╭──

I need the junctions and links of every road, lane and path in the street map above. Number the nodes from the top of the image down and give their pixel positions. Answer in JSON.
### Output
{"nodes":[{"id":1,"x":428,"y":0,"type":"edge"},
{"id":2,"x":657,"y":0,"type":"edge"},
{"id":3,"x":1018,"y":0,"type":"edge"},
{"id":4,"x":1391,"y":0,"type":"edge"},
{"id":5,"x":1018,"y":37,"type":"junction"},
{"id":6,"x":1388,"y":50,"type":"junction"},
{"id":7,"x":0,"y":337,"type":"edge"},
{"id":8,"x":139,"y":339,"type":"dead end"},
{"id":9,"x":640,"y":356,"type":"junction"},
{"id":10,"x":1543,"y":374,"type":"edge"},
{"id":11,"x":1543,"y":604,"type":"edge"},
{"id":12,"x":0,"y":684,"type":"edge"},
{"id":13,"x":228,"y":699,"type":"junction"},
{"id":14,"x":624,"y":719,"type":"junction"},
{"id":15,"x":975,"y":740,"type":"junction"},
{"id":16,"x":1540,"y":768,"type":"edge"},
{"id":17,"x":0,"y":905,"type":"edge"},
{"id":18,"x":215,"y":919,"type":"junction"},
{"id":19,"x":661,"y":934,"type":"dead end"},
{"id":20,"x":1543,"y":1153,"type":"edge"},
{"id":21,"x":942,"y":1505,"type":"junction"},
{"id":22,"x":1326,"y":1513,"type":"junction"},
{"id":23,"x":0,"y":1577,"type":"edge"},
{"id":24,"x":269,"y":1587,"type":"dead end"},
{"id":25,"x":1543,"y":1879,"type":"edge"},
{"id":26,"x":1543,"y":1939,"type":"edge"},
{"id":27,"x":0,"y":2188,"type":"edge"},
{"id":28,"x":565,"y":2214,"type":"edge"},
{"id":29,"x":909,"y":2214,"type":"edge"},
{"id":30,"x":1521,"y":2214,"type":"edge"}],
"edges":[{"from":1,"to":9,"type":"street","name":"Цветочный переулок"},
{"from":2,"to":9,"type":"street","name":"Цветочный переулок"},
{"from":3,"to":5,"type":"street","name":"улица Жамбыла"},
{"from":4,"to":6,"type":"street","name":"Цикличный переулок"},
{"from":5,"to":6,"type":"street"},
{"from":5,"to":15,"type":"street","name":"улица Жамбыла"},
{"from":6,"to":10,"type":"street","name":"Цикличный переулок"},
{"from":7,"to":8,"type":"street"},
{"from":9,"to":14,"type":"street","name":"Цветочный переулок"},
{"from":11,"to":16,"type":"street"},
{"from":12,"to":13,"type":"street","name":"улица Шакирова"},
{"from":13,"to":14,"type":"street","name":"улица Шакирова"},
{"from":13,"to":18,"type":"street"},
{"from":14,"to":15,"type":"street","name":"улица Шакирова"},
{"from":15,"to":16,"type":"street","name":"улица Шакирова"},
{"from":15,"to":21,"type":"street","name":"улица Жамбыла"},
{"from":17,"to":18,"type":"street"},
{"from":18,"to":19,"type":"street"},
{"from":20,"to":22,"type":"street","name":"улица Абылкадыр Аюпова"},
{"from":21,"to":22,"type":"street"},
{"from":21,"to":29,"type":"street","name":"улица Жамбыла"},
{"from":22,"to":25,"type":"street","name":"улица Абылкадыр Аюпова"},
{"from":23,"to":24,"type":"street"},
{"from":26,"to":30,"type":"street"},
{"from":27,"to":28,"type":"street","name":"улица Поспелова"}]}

╰──

» Required action: Out of the preceding entries, pull each line that contains the word "nodes".

» Written response:
I need the junctions and links of every road, lane and path in the street map above. Number the nodes from the top of the image down and give their pixel positions. Answer in JSON.
{"nodes":[{"id":1,"x":428,"y":0,"type":"edge"},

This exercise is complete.